Complement and anti-B5 IgG2a cooperate to efficiently mediate destruction of VACV-infected cells. Anti-B5 antibodies are able to direct complement lysis of VACV-infected cells due to their surface expression of B5. (A) Cell monolayers (Vero E6) were infected with VACV (MOI of 5), and surface expression of B5 was tested at 4 h (black line) and 8 h (red line) after infection by surface-staining infected cells with anti-B5 MAb and performing flow cytometry. Uninfected cells, negative control (filled curve). (B to F) Anti-B5 directed complement lysis of infected cells. Virus-infected Vero E6 monolayer cells (crystal violet stained) at a magnification of ×40. VACV-infected cells were treated with medium (B) or complement (+ C′) (C to E) in the absence (C) or presence of anti-B5 IgG1 MAb B96 (D) or IgG2a MAb B126 (E). VACV-infected cells were completely and specifically destroyed by anti-B5 IgG2a and complement. (F) Quantitation of live cell numbers. Destruction of VACV-infected cells was highly statistically significant in the presence of anti-B5 MAb B126 and complement versus B126 alone (P < 0.0001), complement alone (P < 0.001), or B96 plus complement (P < 0.0001).

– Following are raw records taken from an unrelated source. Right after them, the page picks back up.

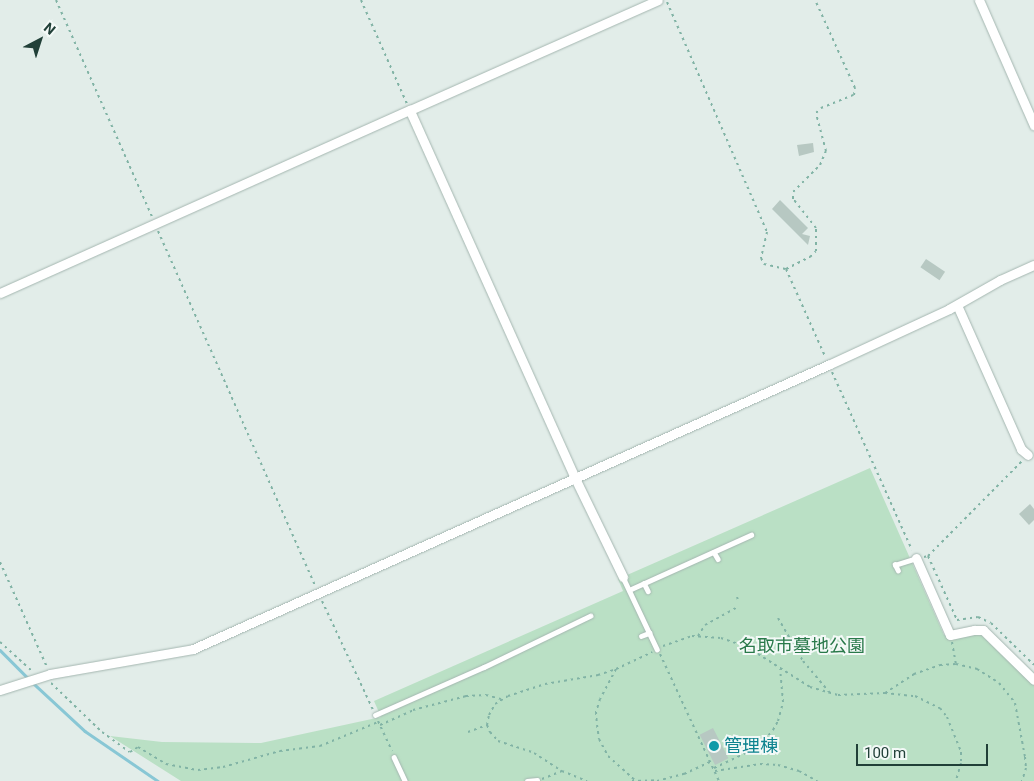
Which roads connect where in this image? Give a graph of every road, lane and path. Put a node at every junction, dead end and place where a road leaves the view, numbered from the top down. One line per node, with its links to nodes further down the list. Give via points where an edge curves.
1 (56, 0): 9 (path)
2 (361, 0): 7 (path)
3 (658, 0): 7 (street)
4 (666, 0): 11 (path, via 767,232 761,258 764,264)
5 (815, 0): 11 (path, via 855,88 854,95 816,113 826,151 820,165 792,192 793,199 816,228 816,251)
6 (978, 0): 8 (street)
7 (410, 110): 9 (street); 16 (street)
8 (1034, 125)
9 (154, 223): 12 (street); 27 (path)
10 (1034, 265): 13 (street)
11 (786, 269): 14 (path)
12 (0, 293)
13 (957, 305): 14 (street); 15 (street, via 1021,449)
14 (828, 365): 16 (street); 20 (path)
15 (1028, 455): 19 (path)
16 (575, 478): 24 (street); 27 (street)
17 (750, 535): 18 (lane)
18 (714, 552): 21 (lane); 25 (lane)
19 (928, 556): 20 (path); 41 (path, via 957,620 978,618 991,623)
20 (916, 558): 23 (lane, via 895,566); 35 (street)
21 (718, 559)
22 (0, 562): 44 (path)
23 (898, 571)
24 (623, 577): 26 (lane)
25 (644, 583): 26 (lane); 28 (lane)
26 (628, 590): 34 (lane)
27 (318, 592): 44 (street, via 193,649); 50 (path)
28 (648, 592)
29 (737, 597): 30 (path)
30 (739, 603)
31 (737, 606): 37 (path, via 705,625)
32 (590, 616): 50 (lane)
33 (778, 618): 47 (path, via 803,661)
34 (649, 633): 36 (lane); 39 (lane)
35 (950, 635): 40 (path); 45 (street, via 983,630)
36 (641, 636)
37 (698, 636): 39 (path); 43 (path, via 736,642)
38 (0, 642): 44 (path)
39 (657, 649): 42 (path); 56 (path)
40 (956, 664): 48 (path, via 926,668); 68 (path, via 990,676 1015,703 1026,768)
41 (1034, 665)
42 (616, 669): 49 (path, via 528,688); 64 (path, via 600,699 596,712 597,726 608,756)
43 (780, 669): 47 (path, via 810,687); 57 (path, via 783,702 773,730 760,745)
44 (42, 676): 46 (street); 51 (path, via 102,732 130,752 138,748 166,764 198,770 223,768 280,752 320,746)
45 (1034, 680)
46 (0, 690)
47 (830, 693): 48 (path, via 852,696)
48 (885, 694): 67 (path, via 922,698 940,708 961,752)
49 (503, 699): 52 (path, via 486,695 466,696 414,710); 53 (path, via 495,704)
50 (375, 715): 51 (path)
51 (378, 722): 52 (path)
52 (380, 725): 55 (path)
53 (487, 725): 54 (path); 58 (path, via 498,741 534,753)
54 (468, 732)
55 (394, 757): 61 (lane)
56 (710, 762): 57 (path); 60 (path, via 684,774)
57 (714, 770): 65 (path); 66 (path, via 773,764)
58 (562, 771): 59 (path); 63 (path)
59 (537, 780): 62 (lane)
60 (657, 780): 64 (path)
61 (405, 781)
62 (527, 781)
63 (587, 781)
64 (633, 781)
65 (719, 781)
66 (817, 781)
67 (956, 781)
68 (1022, 781)

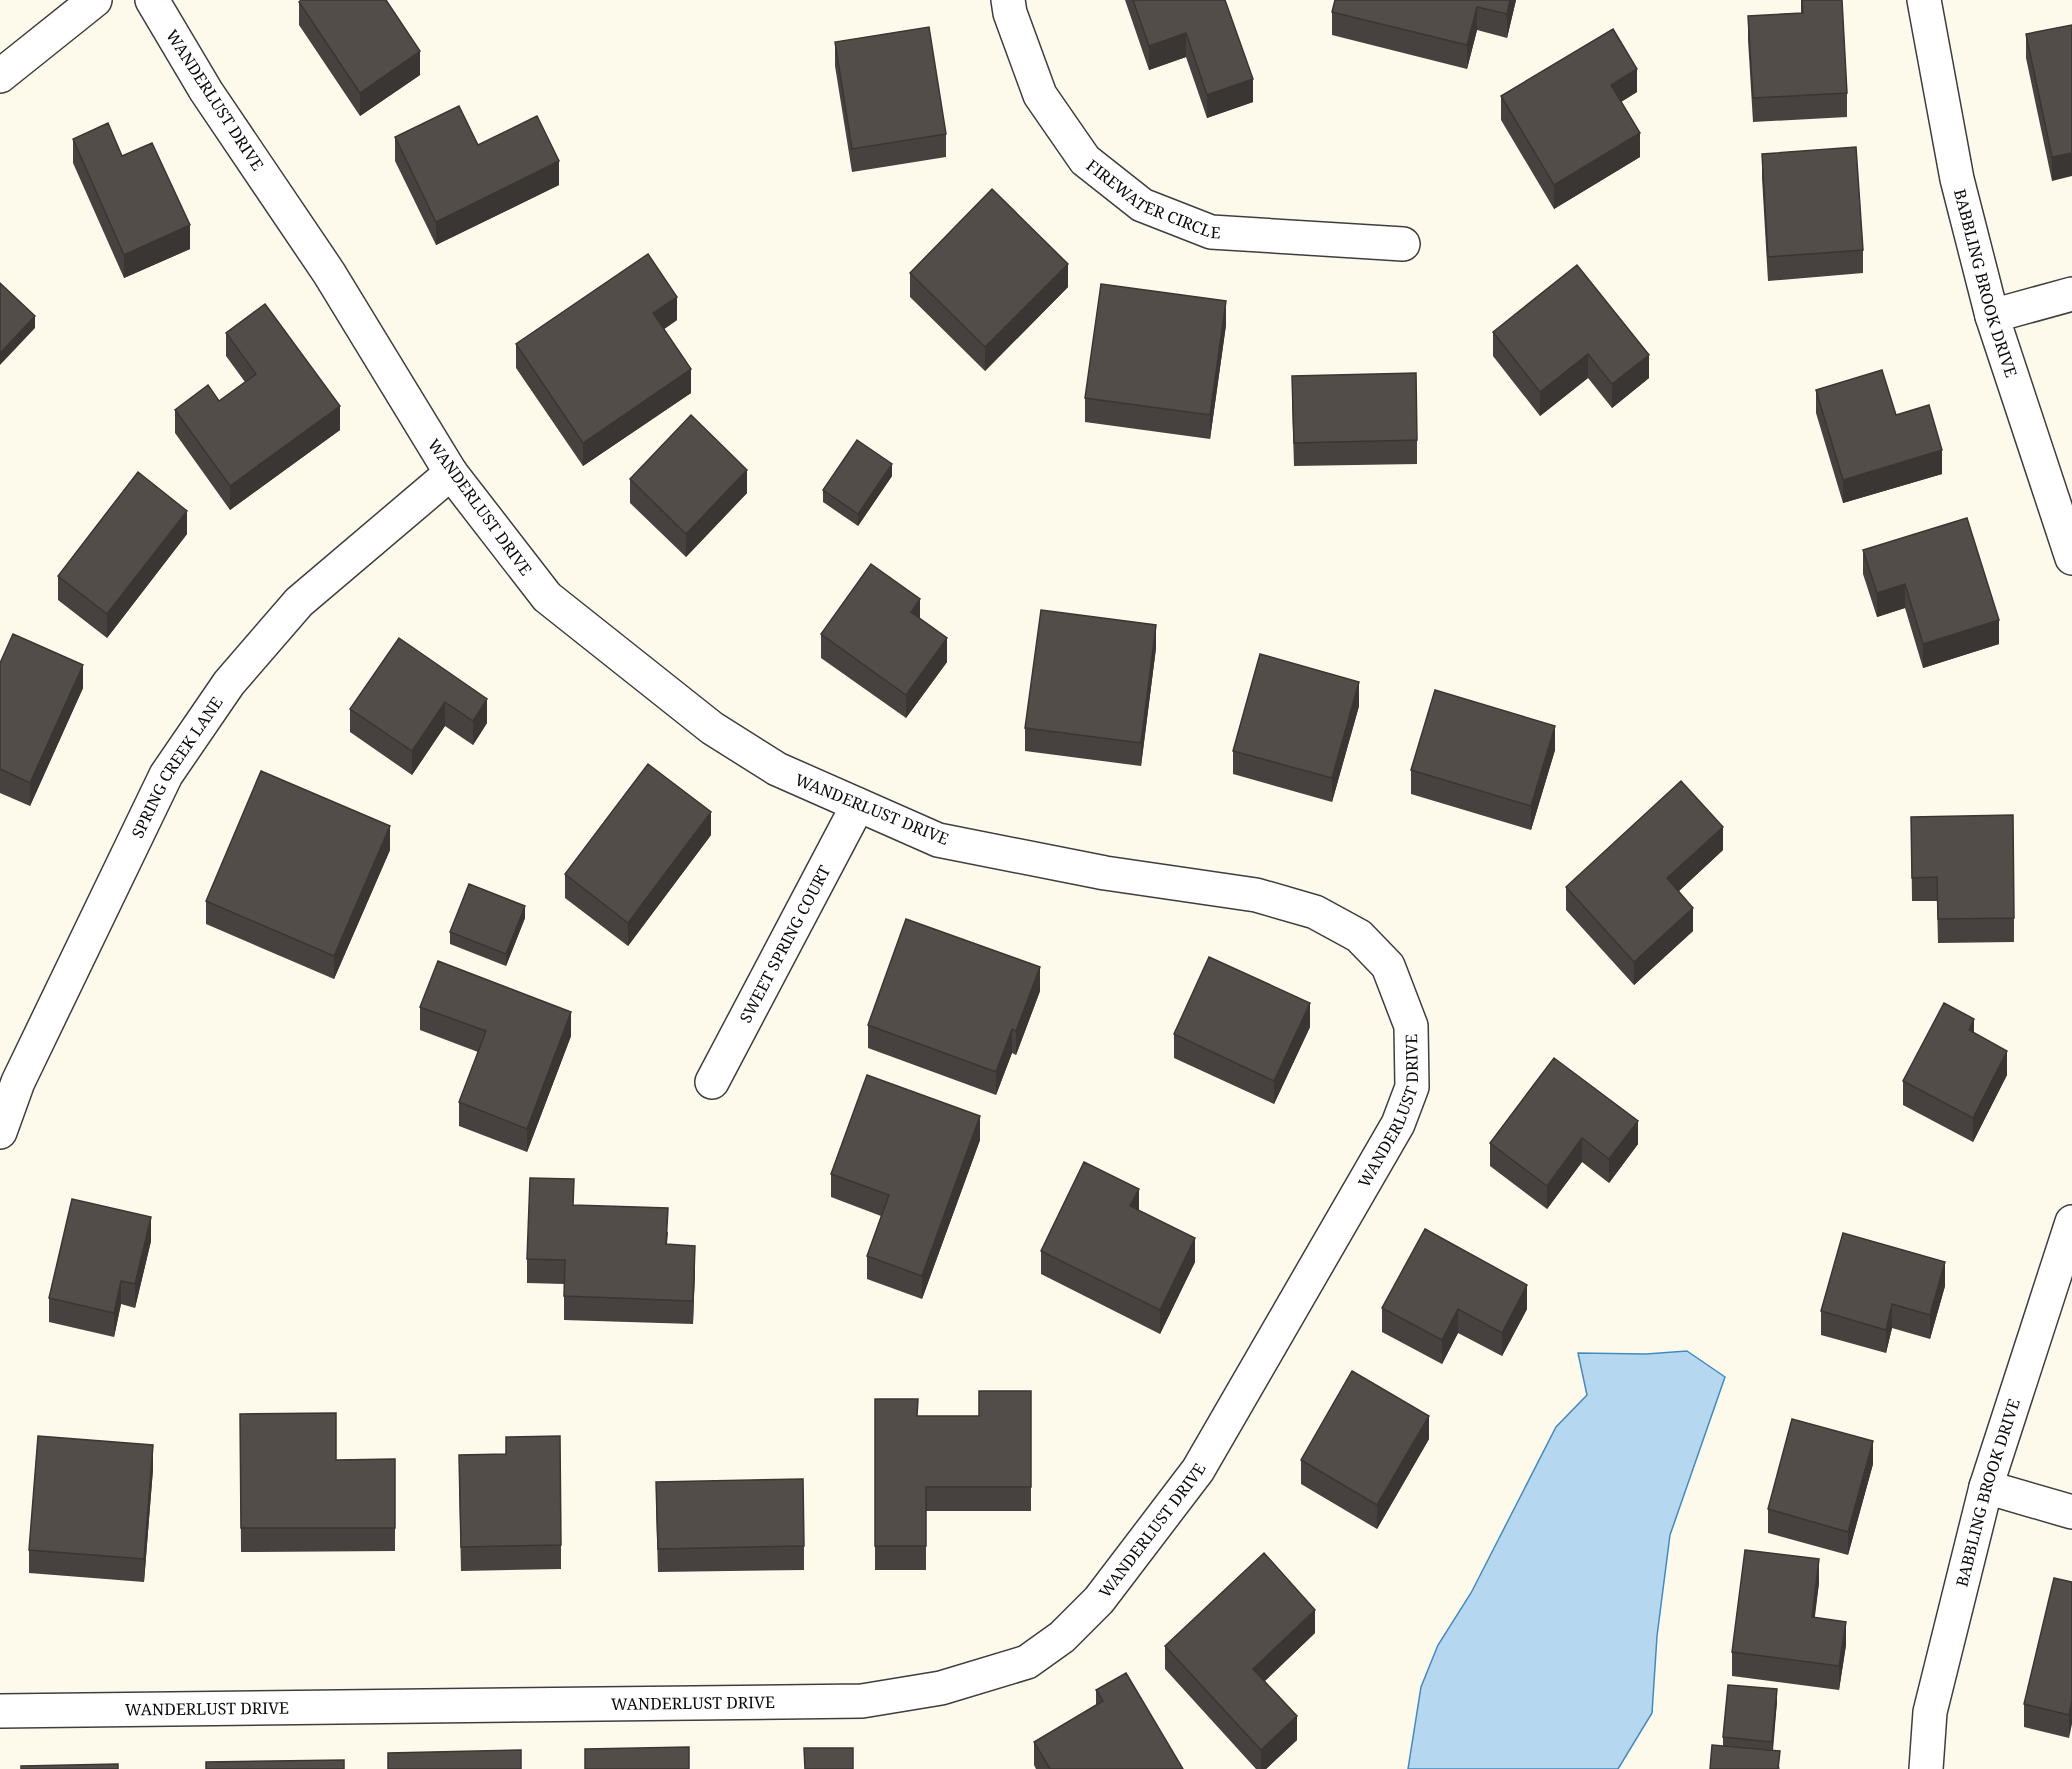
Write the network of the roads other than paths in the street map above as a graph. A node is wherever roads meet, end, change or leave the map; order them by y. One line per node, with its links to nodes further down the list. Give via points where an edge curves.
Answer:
1 (95, 0): 5 (street)
2 (152, 0): 9 (street, WANDERLUST DRIVE, via 206,92 329,273)
3 (1008, 0): 6 (street, FIREWATER CIRCLE, via 1040,95 1085,160 1142,205 1211,232)
4 (1924, 0): 8 (street, BABBLING BROOK DRIVE, via 1957,178)
5 (0, 76)
6 (1403, 244)
7 (2072, 294): 8 (street)
8 (1992, 316): 10 (street, BABBLING BROOK DRIVE)
9 (451, 473): 11 (street, WANDERLUST DRIVE, via 547,597 712,728 777,770); 13 (street, SPRING CREEK LANE, via 299,602 229,683 178,757 18,1083)
10 (2072, 558)
11 (858, 805): 12 (street, SWEET SPRING COURT); 17 (street, WANDERLUST DRIVE, via 938,840 1105,873 1256,895 1315,912 1359,936 1388,966 1411,1026 1412,1087 1398,1124 1198,1470 1099,1600 1062,1637 1027,1662 941,1688 862,1701)
12 (712, 1082)
13 (0, 1132)
14 (2072, 1221): 15 (street, BABBLING BROOK DRIVE)
15 (1986, 1487): 16 (street); 18 (street, BABBLING BROOK DRIVE, via 1930,1712)
16 (2072, 1512)
17 (0, 1711)
18 (1926, 1769)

No killing was observed for IgG1 B96 in the absence or presence of complement (P ≫ 0.05; nonsignificant). (G to I) Anti-B5 directed killing of virus-infected cells was assessed in a separate series of experiments using flow cytometric assays. Cells were infected with VACV-B5-GFP and treated with anti-B5 MAb B126 in the absence (left panel) or presence (right panel) of complement, and cell killing was determined by measuring the uptake of a viability dye (live/dead) by damaged cells (G). Killed infected cells exhibit intense live/dead fluorescence staining (y axis). Infected cells were identified by B5-GFP expression (x axis). Complement-mediated cell killing by anti-B5 IgG2a B126 was effective and highly statistically significant (P = 0.001 versus B126 alone or complement alone) (H). When IgG1 MAb B96 in the absence or presence of complement was used, no statistically significant (ns) differences were observed (I). Error bars indicate SEM for each group. One of three independent experiments is shown in panels A to F. One of two independent experiments is shown in panels G to I.